**Exercise objective:** Scan the entries below and give the number of lines containing "Church", with no accompanying words.

─── Data

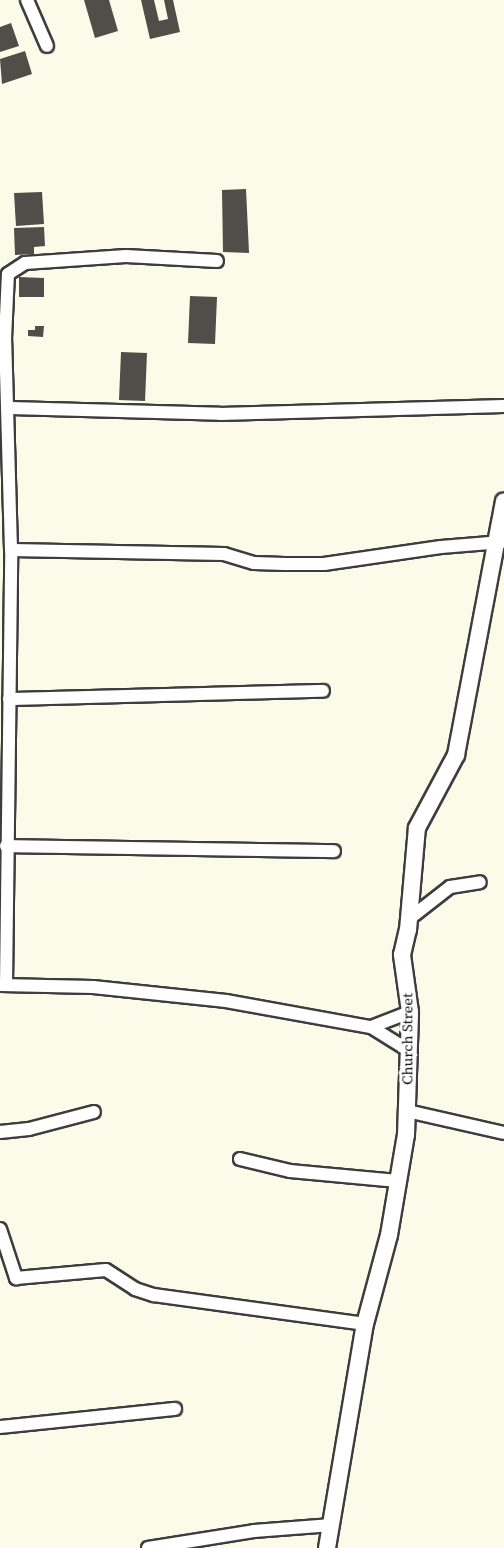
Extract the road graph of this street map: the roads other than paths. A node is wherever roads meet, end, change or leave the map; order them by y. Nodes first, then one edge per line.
1 (27, 0) edge
2 (47, 46) dead end
3 (217, 261) dead end
4 (504, 406) edge
5 (10, 408) junction
6 (504, 502) edge
7 (500, 542) edge
8 (11, 550) junction
9 (323, 692) dead end
10 (9, 699) junction
11 (6, 846) junction
12 (334, 851) dead end
13 (480, 882) dead end
14 (409, 919) junction
15 (3, 985) edge
16 (410, 1012) junction
17 (371, 1028) junction
18 (408, 1050) junction
19 (94, 1112) dead end
20 (407, 1112) junction
21 (0, 1132) edge
22 (504, 1133) edge
23 (240, 1159) dead end
24 (398, 1181) junction
25 (0, 1229) edge
26 (365, 1324) junction
27 (175, 1409) dead end
28 (0, 1427) edge
29 (332, 1526) junction
30 (148, 1548) edge
31 (327, 1548) edge

1 - 2 street
3 - 5 street
4 - 5 street
5 - 8 street
6 - 7 street, Church Street
7 - 8 street
7 - 14 street, Church Street
8 - 10 street
9 - 10 street
10 - 11 street
11 - 12 street
11 - 15 street
13 - 14 street
14 - 16 street, Church Street
15 - 17 street
16 - 17 street
16 - 18 street, Church Street
17 - 18 street
18 - 20 street, Church Street
19 - 21 street
20 - 22 street
20 - 24 street, Church Street
23 - 24 street
24 - 26 street, Church Street
25 - 26 street
26 - 29 street, Church Street
27 - 28 street
29 - 30 street
29 - 31 street, Church Street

──────

**Answer to this task:** 9